WORK TO COMPLETE —
From the records below, state how many lines hold the string "name", without any other text.

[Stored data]

- Opening Delimiter -

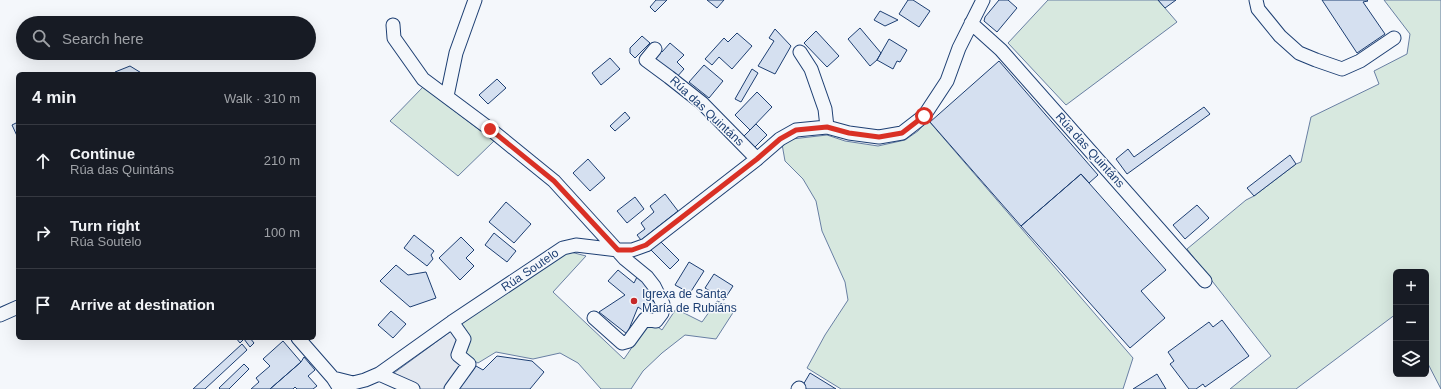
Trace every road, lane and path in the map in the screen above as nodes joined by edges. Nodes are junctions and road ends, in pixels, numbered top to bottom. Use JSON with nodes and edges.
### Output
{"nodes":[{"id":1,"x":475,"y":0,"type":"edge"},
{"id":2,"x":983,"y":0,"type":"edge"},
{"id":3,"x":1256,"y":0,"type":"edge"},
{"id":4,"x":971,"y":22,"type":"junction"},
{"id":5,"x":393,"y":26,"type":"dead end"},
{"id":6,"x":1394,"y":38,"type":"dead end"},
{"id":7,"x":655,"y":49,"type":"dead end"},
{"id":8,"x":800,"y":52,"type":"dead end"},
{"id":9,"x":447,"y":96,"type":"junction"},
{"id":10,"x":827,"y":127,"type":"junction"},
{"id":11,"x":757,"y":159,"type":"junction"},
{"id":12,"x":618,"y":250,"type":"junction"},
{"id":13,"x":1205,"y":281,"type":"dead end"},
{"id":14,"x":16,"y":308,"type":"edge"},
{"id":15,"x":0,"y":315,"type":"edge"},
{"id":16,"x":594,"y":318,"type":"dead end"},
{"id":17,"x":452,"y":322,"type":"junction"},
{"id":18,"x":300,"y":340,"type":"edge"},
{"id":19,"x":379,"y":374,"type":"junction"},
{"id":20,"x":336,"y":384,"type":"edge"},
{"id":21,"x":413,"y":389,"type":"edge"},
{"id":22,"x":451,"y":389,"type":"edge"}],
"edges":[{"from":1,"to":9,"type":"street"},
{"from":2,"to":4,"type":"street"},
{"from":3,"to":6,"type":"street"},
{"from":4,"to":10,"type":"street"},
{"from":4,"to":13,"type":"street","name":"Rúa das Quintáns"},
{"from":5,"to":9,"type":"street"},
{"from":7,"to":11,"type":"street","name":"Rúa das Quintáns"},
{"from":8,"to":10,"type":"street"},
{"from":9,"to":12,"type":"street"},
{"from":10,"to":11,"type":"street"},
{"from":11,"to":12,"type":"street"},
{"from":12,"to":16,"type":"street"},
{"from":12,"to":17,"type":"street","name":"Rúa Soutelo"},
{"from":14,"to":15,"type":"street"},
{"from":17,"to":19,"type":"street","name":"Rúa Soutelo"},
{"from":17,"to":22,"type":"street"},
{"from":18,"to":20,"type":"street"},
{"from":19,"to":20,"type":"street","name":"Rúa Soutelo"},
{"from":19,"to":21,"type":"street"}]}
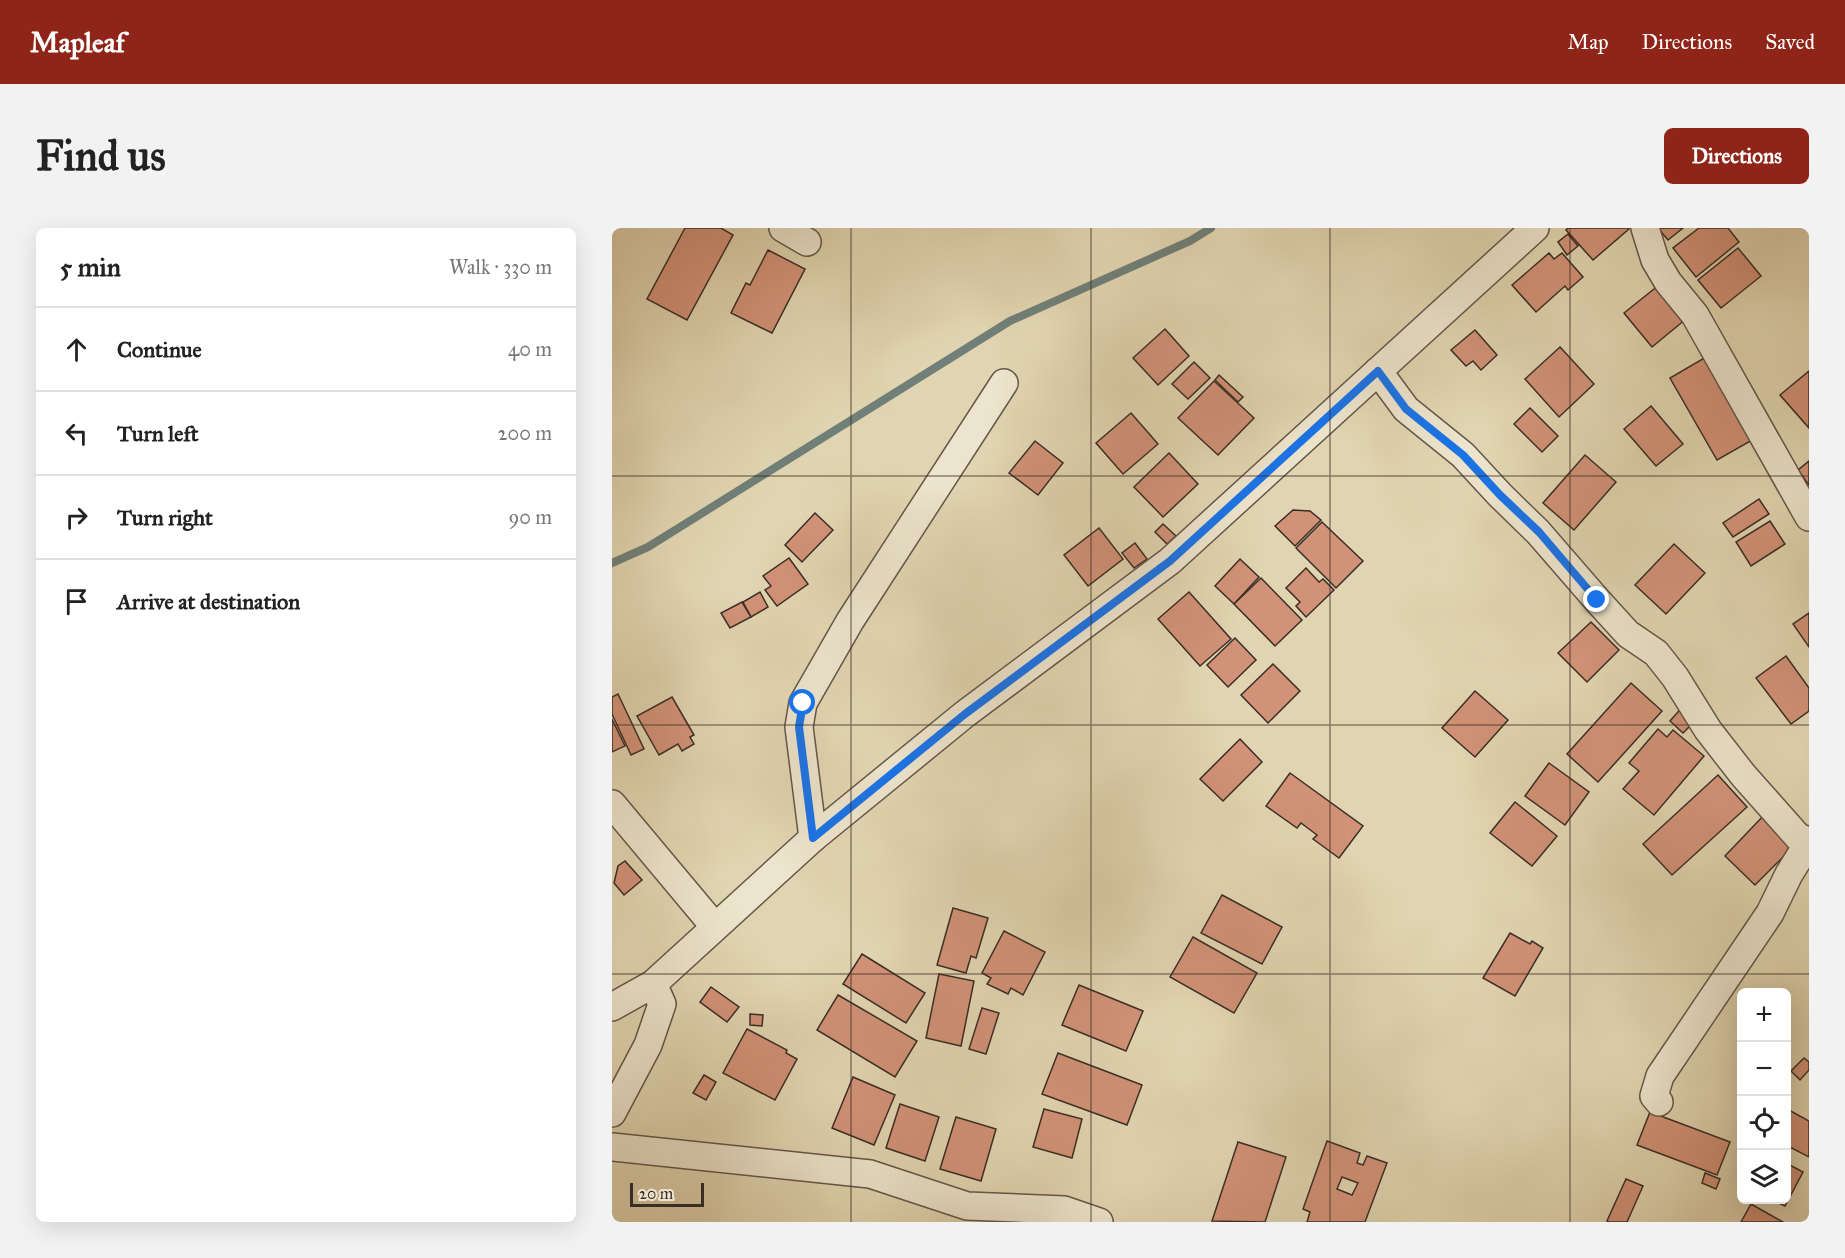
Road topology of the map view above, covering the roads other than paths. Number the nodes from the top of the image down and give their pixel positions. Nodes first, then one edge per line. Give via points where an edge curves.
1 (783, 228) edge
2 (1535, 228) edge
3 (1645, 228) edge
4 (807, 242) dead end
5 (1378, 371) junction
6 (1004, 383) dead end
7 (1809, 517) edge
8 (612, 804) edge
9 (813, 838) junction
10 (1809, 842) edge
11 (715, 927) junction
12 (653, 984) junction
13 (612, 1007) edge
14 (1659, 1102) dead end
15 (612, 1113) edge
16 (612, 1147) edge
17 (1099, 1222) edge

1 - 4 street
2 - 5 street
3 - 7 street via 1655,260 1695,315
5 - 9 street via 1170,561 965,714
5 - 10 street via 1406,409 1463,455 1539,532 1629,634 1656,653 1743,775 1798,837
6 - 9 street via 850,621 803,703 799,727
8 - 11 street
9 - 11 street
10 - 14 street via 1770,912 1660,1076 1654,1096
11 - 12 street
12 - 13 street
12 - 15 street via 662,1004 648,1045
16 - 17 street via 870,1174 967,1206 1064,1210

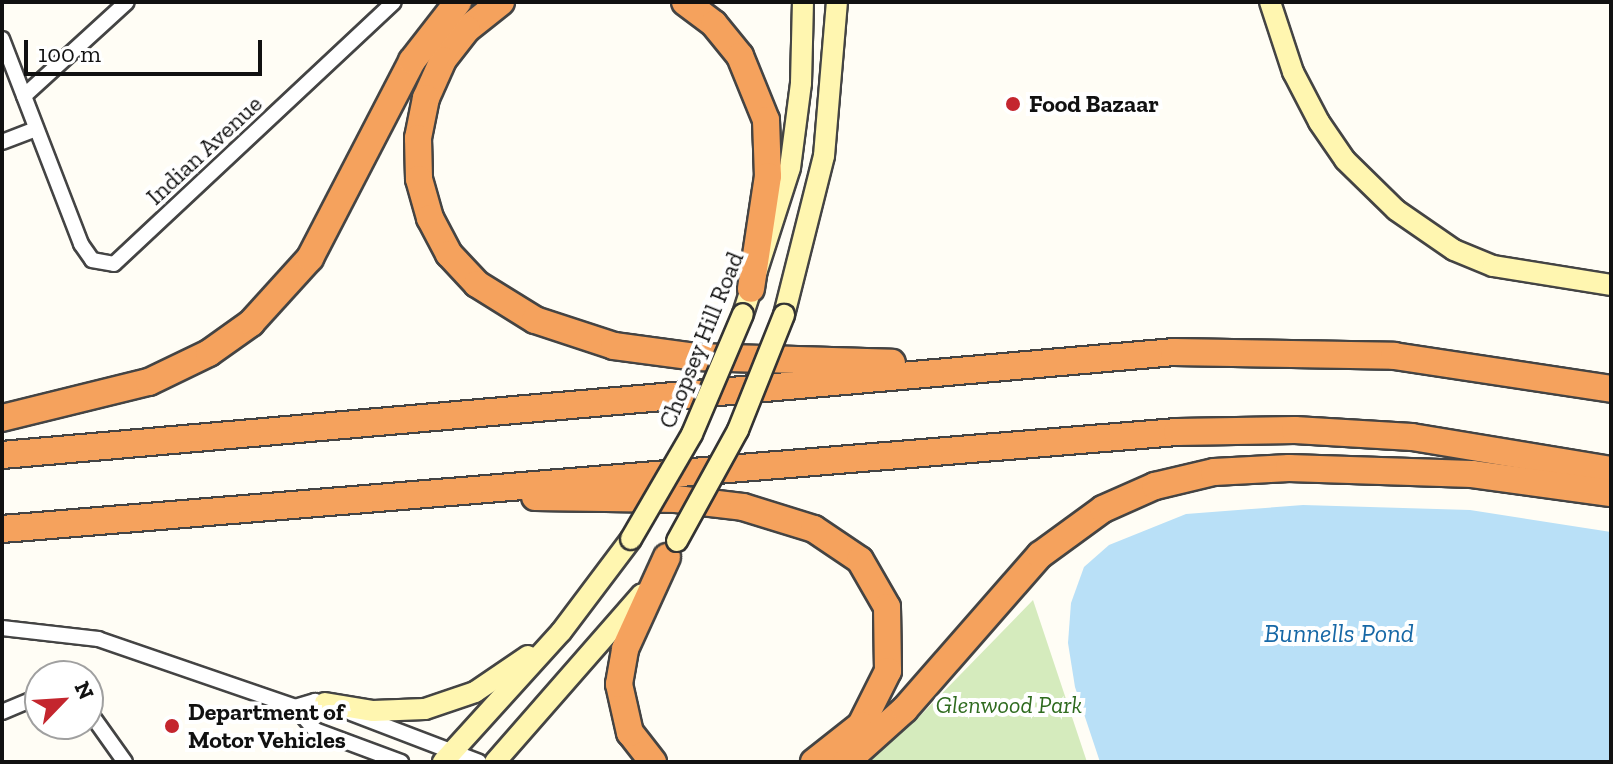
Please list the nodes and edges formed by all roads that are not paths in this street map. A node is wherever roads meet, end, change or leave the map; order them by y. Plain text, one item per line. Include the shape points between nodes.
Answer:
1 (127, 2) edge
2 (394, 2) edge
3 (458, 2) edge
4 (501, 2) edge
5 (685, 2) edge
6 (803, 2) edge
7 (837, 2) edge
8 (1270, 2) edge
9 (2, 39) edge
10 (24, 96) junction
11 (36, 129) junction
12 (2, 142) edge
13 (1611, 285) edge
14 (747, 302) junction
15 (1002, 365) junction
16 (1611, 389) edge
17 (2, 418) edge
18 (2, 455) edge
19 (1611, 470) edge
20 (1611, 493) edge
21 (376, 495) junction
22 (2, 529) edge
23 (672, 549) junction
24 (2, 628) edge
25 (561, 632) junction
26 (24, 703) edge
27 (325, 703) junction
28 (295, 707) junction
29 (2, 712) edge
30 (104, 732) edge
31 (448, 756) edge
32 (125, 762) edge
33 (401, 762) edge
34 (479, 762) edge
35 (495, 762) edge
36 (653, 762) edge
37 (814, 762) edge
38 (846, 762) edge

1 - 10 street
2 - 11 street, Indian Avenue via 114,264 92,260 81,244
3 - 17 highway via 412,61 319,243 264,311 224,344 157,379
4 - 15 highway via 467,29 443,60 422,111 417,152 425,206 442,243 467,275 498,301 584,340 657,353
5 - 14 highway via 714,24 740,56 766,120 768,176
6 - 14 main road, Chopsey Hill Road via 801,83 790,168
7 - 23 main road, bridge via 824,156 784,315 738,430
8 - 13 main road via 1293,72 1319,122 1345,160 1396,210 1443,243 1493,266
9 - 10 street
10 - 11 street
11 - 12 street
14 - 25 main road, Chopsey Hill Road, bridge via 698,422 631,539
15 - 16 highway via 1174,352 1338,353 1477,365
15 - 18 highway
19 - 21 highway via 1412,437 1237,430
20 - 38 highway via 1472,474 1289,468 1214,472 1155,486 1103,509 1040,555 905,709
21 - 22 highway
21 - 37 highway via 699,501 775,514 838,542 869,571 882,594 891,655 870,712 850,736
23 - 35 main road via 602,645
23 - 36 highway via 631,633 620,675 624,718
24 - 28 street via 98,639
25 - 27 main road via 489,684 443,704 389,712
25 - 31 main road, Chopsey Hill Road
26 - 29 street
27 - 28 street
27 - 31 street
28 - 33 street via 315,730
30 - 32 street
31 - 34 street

- Closing Delimiter -

SOLUTION TO THE PROBLEM —
5